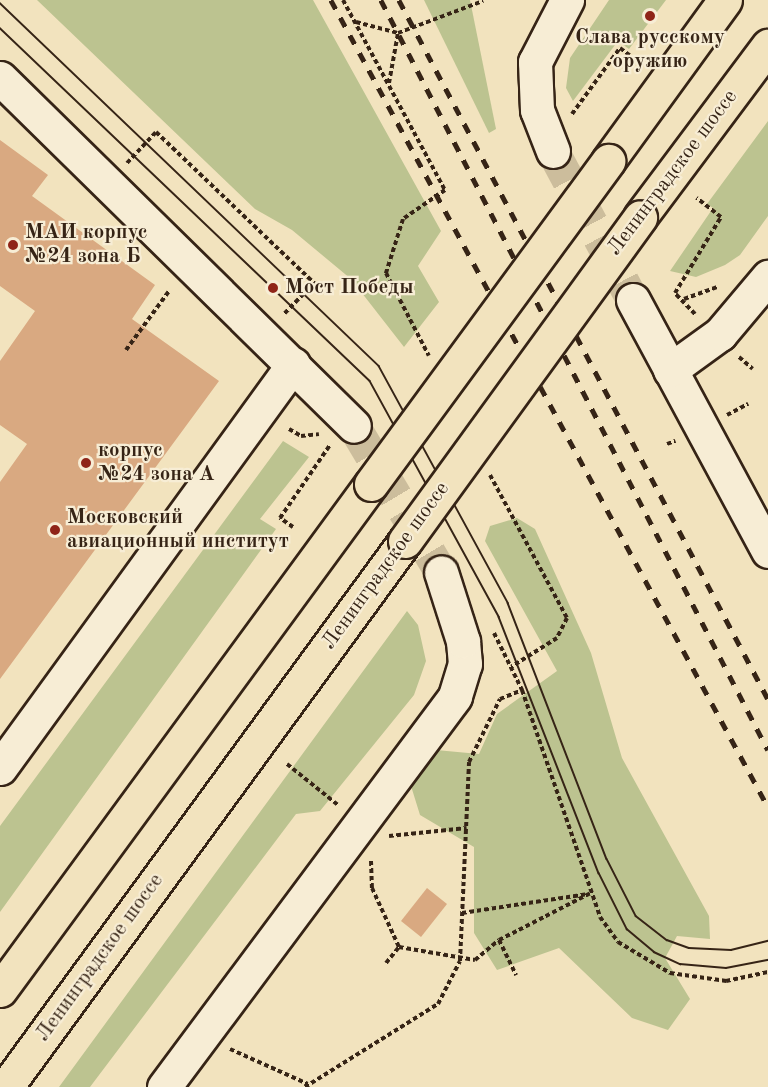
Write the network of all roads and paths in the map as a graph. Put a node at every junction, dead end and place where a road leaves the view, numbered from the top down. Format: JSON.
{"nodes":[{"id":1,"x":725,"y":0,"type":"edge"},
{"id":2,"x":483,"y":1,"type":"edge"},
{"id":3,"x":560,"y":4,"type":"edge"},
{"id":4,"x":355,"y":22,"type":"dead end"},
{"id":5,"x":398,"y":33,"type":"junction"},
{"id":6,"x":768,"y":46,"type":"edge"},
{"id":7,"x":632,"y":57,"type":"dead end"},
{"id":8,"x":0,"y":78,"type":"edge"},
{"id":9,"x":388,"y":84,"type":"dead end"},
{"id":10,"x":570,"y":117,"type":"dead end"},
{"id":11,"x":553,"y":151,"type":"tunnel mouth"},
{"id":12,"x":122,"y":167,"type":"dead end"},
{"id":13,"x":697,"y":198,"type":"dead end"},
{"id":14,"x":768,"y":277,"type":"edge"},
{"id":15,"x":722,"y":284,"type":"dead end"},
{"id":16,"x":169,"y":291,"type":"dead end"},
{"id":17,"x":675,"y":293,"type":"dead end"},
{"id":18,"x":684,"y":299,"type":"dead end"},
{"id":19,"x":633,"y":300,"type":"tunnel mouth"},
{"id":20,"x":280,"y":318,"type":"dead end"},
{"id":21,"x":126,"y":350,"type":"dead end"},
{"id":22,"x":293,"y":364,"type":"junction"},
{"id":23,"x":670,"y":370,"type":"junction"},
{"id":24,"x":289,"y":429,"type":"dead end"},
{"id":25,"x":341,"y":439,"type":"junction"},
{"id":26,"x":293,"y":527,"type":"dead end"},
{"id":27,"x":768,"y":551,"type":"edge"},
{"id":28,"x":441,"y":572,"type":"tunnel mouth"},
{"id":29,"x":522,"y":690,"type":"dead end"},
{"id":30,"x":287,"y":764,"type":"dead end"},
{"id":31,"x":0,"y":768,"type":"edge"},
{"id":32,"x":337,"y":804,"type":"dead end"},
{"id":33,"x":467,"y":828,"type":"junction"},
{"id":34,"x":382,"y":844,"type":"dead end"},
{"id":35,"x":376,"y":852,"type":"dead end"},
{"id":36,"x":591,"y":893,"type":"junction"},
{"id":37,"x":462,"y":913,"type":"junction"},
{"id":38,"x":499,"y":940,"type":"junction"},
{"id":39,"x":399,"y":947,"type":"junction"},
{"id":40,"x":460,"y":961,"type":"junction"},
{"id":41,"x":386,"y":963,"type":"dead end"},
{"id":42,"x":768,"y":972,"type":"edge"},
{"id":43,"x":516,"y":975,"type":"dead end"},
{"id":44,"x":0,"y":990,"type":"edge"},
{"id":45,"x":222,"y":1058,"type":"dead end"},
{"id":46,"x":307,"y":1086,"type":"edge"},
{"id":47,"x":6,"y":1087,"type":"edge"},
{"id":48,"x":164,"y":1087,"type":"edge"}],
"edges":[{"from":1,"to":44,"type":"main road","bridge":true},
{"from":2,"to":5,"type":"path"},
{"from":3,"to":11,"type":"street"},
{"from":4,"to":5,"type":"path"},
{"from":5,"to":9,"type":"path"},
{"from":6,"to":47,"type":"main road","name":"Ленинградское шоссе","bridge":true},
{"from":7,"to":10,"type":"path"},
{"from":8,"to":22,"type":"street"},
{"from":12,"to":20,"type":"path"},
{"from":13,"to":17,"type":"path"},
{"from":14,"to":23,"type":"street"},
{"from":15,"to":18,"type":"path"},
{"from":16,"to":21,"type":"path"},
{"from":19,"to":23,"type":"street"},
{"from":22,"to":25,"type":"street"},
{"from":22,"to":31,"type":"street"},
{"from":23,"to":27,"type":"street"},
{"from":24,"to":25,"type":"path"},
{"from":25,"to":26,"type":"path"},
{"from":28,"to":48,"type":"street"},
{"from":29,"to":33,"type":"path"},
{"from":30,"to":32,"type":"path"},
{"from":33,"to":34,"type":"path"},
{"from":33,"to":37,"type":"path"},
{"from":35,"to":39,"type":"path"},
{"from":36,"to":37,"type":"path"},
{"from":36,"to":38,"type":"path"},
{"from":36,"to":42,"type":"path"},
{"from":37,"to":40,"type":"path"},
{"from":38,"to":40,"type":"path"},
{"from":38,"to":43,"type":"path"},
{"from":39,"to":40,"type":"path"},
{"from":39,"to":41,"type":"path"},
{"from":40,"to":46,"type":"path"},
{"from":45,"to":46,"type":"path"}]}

* * *

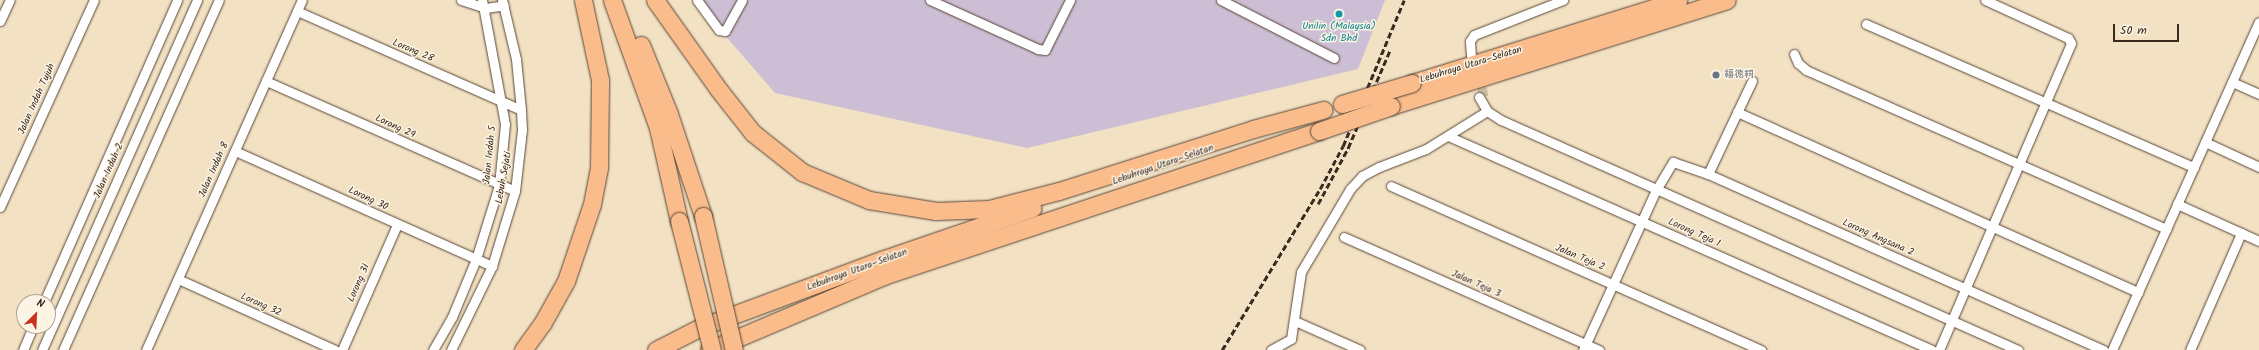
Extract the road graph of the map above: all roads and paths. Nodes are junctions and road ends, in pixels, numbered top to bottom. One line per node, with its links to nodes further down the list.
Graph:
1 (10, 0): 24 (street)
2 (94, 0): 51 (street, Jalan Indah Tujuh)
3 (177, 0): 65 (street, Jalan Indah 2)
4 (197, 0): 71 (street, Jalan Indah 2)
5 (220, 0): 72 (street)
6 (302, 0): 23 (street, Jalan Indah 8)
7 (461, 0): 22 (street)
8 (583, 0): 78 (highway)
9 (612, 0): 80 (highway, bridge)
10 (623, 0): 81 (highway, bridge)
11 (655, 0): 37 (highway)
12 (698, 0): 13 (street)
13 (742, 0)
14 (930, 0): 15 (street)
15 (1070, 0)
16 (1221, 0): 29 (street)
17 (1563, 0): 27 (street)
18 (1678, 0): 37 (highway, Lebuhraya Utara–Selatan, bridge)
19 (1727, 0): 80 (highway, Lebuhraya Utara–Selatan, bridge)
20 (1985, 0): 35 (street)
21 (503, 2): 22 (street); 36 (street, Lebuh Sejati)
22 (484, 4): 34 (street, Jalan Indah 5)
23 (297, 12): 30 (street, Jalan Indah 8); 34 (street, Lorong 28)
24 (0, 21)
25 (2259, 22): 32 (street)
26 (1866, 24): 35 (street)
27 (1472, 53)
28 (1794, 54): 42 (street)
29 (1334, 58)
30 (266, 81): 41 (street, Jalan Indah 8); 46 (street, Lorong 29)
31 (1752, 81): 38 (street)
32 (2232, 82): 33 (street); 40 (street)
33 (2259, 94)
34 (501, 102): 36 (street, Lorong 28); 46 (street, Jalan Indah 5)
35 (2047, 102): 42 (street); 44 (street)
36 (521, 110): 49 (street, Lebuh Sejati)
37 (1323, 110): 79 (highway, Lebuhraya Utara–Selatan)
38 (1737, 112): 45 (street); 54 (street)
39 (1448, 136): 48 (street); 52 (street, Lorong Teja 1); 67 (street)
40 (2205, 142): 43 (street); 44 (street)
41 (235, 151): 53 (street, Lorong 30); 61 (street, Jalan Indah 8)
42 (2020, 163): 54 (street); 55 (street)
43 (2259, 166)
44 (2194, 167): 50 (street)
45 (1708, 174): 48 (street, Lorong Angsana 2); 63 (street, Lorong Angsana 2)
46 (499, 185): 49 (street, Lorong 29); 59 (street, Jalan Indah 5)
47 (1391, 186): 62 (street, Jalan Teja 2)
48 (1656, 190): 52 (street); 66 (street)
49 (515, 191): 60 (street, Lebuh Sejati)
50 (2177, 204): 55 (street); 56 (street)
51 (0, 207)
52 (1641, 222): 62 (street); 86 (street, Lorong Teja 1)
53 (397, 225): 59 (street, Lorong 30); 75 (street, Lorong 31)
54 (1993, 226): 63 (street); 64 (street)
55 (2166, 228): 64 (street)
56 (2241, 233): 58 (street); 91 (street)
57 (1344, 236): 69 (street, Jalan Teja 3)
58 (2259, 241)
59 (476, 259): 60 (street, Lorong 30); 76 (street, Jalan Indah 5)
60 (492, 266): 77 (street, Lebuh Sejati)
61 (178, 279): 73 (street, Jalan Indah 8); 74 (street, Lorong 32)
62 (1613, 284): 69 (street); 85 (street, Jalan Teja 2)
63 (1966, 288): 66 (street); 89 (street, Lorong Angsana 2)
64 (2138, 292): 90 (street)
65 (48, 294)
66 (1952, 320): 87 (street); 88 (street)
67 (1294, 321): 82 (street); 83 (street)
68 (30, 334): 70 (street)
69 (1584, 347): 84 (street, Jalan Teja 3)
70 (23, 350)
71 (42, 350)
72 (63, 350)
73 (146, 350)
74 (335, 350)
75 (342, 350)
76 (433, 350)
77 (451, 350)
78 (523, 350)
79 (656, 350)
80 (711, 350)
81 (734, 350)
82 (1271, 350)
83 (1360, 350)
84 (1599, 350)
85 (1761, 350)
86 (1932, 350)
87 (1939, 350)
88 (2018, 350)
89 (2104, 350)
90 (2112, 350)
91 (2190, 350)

Exercise description - Determine the number of lines in the listing that hold the word "true". Nothing but that number is wanted.

Result for this exercise - 2